Whoa, that’s a long title. Nevertheless, I keep reading about this school board member who took the Florida high school test and earned a D. Interesting. Tim and I talked about it At the Chalk Face (hint, hint) yesterday. I support it. It’s all fun and that and junk. However, haven’t teachers and students been going on and on about this for years? No one listened. Then, one school board member writes about his experiences, and everyone’s in a tizzy. Go figure.
The #school #board member taking the #test: is this just another occasion of #teacher voices being ignored?
December 9, 2011 By 2 Comments




George Mason folk call the school board member on the carpet for conflating the cause for his poor score with his (underestimated?) need for high school mathematics. The logic, one would presume, would go something like this: “If, I, a respected and successful school board member does poorly on the math section of this test, then obviously the math we teach must not be that important to becoming a successful person.” Now I don’t hold as hostile a view of testing as it seems you do, but surely this is a problem in reasoning?

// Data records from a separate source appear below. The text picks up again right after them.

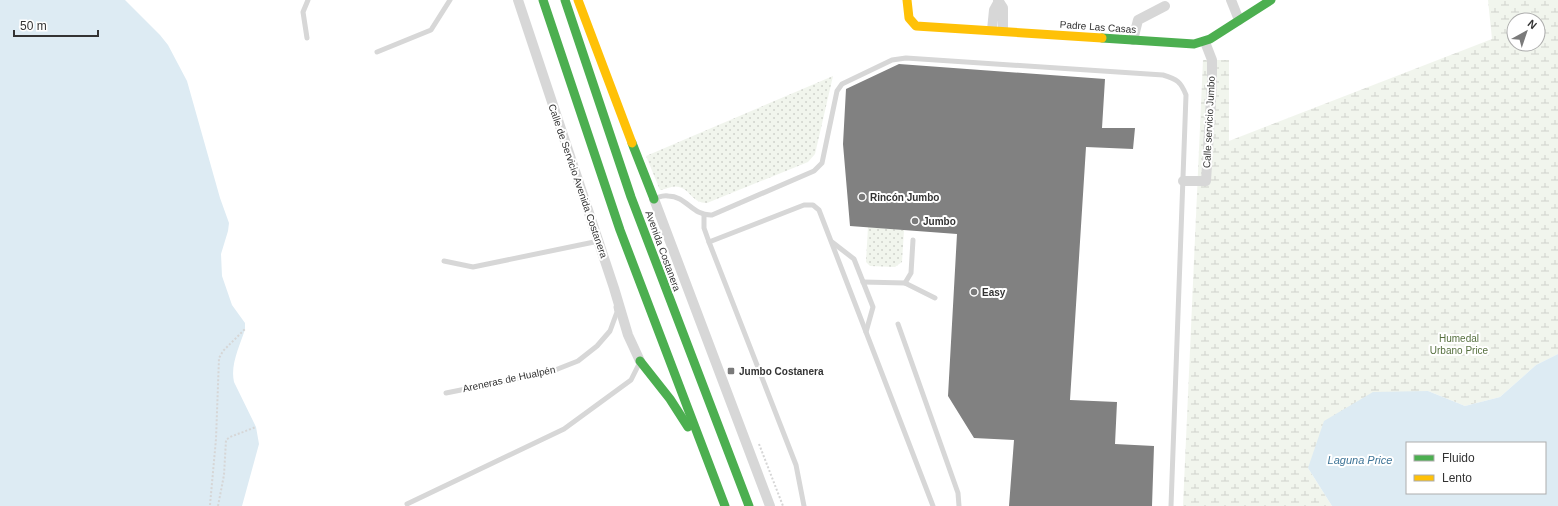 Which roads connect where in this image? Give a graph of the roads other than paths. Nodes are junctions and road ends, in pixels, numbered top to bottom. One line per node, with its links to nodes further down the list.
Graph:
1 (308, 0): 15 (lane)
2 (450, 0): 18 (lane)
3 (518, 0): 23 (street, Calle de Servicio Avenida Costanera)
4 (543, 0): 35 (main road)
5 (565, 0): 38 (main road, Avenida Costanera)
6 (578, 0): 20 (main road)
7 (907, 0): 13 (main road, Padre Las Casas)
8 (999, 0): 13 (street); 14 (street)
9 (1231, 0): 12 (street)
10 (1271, 0): 12 (main road, Padre Las Casas)
11 (1165, 6): 16 (street)
12 (1240, 20): 17 (main road, Padre Las Casas)
13 (992, 30): 14 (main road, Padre Las Casas)
14 (1003, 31): 16 (main road, Padre Las Casas)
15 (308, 38)
16 (1133, 40): 17 (main road, Padre Las Casas)
17 (1205, 42): 19 (street, Calle servicio Jumbo)
18 (377, 52)
19 (1183, 181): 21 (lane); 43 (lane)
20 (654, 198): 21 (lane); 39 (street)
21 (704, 215): 25 (lane)
22 (913, 240): 28 (lane)
23 (599, 241): 26 (lane); 29 (street, Calle de Servicio Avenida Costanera)
24 (831, 241): 25 (lane); 27 (lane); 32 (lane)
25 (709, 242): 40 (lane)
26 (444, 261)
27 (863, 282): 28 (lane); 32 (lane)
28 (905, 283): 30 (lane)
29 (614, 288): 33 (street, Calle de Servicio Avenida Costanera); 34 (lane, Areneras de Hualpén)
30 (935, 298)
31 (898, 324): 42 (lane)
32 (866, 332): 41 (lane)
33 (640, 361): 35 (main road); 36 (lane)
34 (446, 393)
35 (706, 455): 37 (main road)
36 (407, 504)
37 (725, 506)
38 (749, 506)
39 (770, 506)
40 (804, 506)
41 (933, 506)
42 (959, 506)
43 (1171, 506)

http://www.stats.org/stories/2011/Learning_math_stupid_dec13_11.html
Sure, nuance undermines his outrage, as you point out, but perhaps the standard should be that we do not mandate tests that we cannot pass. Thus, as a school board member, his position might require passage. If he’s going to claim that teachers can’t do their jobs, that they should be paid based on the test scores of their students, then those who stipulate those ridiculous mandates should be able to do the test themselves.